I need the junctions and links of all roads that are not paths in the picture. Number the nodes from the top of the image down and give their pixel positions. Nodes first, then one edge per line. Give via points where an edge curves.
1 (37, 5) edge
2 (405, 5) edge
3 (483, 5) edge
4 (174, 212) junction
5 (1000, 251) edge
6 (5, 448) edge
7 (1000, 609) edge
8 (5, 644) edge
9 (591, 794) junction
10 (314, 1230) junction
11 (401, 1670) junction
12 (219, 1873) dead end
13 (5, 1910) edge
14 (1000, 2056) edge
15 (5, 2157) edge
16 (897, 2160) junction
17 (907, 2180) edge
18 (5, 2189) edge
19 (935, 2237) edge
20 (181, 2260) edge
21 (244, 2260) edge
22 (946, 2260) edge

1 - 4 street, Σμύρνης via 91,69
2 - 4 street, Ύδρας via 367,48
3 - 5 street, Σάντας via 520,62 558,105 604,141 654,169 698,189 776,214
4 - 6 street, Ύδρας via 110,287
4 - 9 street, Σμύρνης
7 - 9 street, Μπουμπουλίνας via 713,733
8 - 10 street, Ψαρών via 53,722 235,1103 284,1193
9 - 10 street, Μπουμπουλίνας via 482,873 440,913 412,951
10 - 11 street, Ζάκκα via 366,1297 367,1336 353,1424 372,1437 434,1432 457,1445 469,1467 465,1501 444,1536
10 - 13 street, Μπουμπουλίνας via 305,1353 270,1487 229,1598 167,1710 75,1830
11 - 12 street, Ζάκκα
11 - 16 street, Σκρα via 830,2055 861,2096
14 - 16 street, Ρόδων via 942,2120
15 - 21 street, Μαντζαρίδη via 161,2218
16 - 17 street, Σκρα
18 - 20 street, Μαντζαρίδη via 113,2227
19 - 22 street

· · · ·

To do.
The lines needed are those in the data above that hold the string "Σμύρνης"; copy each of them.

Exercise answer.
1 - 4 street, Σμύρνης via 91,69
4 - 9 street, Σμύρνης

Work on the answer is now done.